Copy the complete listing that follows, letter for letter.
↓↓↓
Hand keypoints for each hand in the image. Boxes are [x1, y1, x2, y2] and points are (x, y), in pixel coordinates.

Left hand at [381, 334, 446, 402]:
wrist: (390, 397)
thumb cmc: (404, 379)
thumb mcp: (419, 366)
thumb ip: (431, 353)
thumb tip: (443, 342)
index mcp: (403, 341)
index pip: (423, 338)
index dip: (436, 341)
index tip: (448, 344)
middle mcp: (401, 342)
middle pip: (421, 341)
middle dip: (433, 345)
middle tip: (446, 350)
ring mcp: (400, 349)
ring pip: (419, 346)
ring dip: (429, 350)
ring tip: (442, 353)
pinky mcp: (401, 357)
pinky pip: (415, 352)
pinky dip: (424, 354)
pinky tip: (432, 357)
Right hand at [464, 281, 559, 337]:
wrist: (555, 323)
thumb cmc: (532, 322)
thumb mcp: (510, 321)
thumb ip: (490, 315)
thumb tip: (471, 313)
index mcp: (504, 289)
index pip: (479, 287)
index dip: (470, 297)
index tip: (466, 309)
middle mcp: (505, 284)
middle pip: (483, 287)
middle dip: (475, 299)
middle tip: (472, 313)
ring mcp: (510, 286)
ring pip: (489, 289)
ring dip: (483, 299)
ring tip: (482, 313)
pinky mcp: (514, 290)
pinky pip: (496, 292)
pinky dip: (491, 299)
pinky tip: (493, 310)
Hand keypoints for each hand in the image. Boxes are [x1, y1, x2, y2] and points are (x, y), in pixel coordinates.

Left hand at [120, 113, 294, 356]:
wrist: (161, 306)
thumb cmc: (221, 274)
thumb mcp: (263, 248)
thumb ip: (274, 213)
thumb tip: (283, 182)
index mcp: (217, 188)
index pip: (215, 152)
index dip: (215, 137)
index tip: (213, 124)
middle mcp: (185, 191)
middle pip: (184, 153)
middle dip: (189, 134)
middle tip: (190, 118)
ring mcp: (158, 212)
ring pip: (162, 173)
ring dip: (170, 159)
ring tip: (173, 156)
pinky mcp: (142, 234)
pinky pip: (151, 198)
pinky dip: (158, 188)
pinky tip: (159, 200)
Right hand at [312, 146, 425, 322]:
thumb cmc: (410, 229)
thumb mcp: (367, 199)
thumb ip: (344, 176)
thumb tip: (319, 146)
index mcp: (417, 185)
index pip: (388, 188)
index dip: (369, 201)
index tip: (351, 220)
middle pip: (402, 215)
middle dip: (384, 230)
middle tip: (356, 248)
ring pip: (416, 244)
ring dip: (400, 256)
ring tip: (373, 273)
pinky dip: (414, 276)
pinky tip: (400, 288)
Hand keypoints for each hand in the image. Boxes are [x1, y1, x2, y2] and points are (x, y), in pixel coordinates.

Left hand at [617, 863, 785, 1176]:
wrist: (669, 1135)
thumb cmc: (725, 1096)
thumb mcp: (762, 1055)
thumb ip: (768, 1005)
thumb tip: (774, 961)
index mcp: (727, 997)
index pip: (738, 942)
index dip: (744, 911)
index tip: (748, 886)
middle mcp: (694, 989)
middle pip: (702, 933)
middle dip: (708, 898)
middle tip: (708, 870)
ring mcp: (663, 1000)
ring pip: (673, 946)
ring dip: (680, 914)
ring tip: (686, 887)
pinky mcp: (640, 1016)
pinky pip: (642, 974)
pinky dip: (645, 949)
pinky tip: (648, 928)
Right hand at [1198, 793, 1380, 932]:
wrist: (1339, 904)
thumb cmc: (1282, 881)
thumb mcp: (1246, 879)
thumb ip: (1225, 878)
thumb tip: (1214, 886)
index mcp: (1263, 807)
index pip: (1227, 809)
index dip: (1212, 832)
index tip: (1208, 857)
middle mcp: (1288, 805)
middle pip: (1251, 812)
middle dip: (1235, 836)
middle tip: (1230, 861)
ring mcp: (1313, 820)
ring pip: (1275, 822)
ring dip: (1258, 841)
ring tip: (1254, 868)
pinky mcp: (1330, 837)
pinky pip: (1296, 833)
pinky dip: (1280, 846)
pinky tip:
↑↑↑
WRITTEN RESPONSE
Hand keypoints for each hand in the image. Boxes are [x1, y1, x2, y2] and points are (x, y), in pixel coordinates.

Left hand at [381, 334, 446, 402]:
wrist: (390, 397)
thumb cmc: (404, 379)
thumb mcp: (419, 366)
thumb ip: (431, 353)
thumb tip: (443, 342)
index mcp: (403, 341)
index pip: (423, 338)
index dip: (436, 341)
index tip: (448, 344)
middle mcp: (401, 342)
middle pip: (421, 341)
middle dip: (433, 345)
middle tip: (446, 350)
ring mcp: (400, 349)
ring pip: (419, 346)
ring dip: (429, 350)
ring tip: (442, 353)
pinky mcp: (401, 357)
pinky pip: (415, 352)
pinky dip: (424, 354)
pinky tip: (432, 357)
Right hand at [464, 281, 559, 337]:
wrist: (555, 323)
thumb cmc: (532, 322)
thumb mcp: (510, 321)
thumb ip: (490, 315)
thumb tip: (471, 313)
index mcp: (504, 289)
index pip: (479, 287)
index dip: (470, 297)
index tip: (466, 309)
middle mcp: (505, 284)
middle pip: (483, 287)
middle dip: (475, 299)
middle tip: (472, 313)
ring mcp: (510, 286)
ring pip: (489, 289)
ring dip: (483, 299)
ring tip: (482, 313)
pinky mcp: (514, 290)
pinky pip: (496, 292)
pinky dip: (491, 299)
pinky tip: (493, 310)
Hand keypoints for each hand in the image. Boxes are [x1, y1, x2, y2] and points are (x, y), in pixel coordinates.

Left hand at [120, 113, 294, 356]:
wrist: (161, 306)
thumb cmc: (221, 274)
thumb mcp: (263, 248)
thumb ip: (274, 213)
thumb tip: (283, 182)
index mcp: (217, 188)
index pip: (215, 152)
index dip: (215, 137)
index tip: (213, 124)
middle mcp: (185, 191)
middle pip: (184, 153)
middle dip: (189, 134)
middle tip: (190, 118)
ring mcp: (158, 212)
ring pip: (162, 173)
ring dip: (170, 159)
ring tip: (173, 156)
pinky mcp: (142, 234)
pinky pip: (151, 198)
pinky dip: (158, 188)
pinky tip: (159, 200)
Right hand at [312, 146, 425, 322]:
thumb cmc: (410, 229)
thumb mcp: (367, 199)
thumb ip: (344, 176)
thumb tip: (319, 146)
index mcp: (417, 185)
index pip: (388, 188)
index dip: (369, 201)
index tip: (351, 220)
middle pip: (402, 215)
middle dip: (384, 230)
middle tip: (356, 248)
ring pip: (416, 244)
ring dip: (400, 256)
ring tip: (373, 273)
pinky dip: (414, 276)
pinky tip: (400, 288)
Hand keypoints for each hand in the image. Boxes are [x1, y1, x2, y2] and points are (x, y), in pixel coordinates.

Left hand at [617, 863, 785, 1176]:
wrist: (669, 1135)
thumb cmc: (725, 1096)
thumb mcp: (762, 1055)
thumb ip: (768, 1005)
thumb tip: (774, 961)
index mcp: (727, 997)
index pip: (738, 942)
index dip: (744, 911)
index tip: (748, 886)
middle mcp: (694, 989)
middle pip: (702, 933)
middle dip: (708, 898)
middle tip: (708, 870)
ring mcp: (663, 1000)
ring pip: (673, 946)
ring dip: (680, 914)
ring tip: (686, 887)
pinky mcp: (640, 1016)
pinky pip: (642, 974)
pinky dip: (645, 949)
pinky tip: (648, 928)
Right hand at [1198, 793, 1380, 932]:
wrist: (1339, 904)
thumb cmc: (1282, 881)
thumb mcp: (1246, 879)
thumb ip: (1225, 878)
thumb tip: (1214, 886)
index mcp: (1263, 807)
index pip: (1227, 809)
index dip: (1212, 832)
index tip: (1208, 857)
middle mcp: (1288, 805)
middle pip: (1251, 812)
middle dip: (1235, 836)
middle tip: (1230, 861)
ring mcp: (1313, 820)
ring pip: (1275, 822)
ring dip: (1258, 841)
ring tip: (1254, 868)
pinky mcp: (1330, 837)
pinky pip: (1296, 833)
pinky dip: (1280, 846)
pinky tip:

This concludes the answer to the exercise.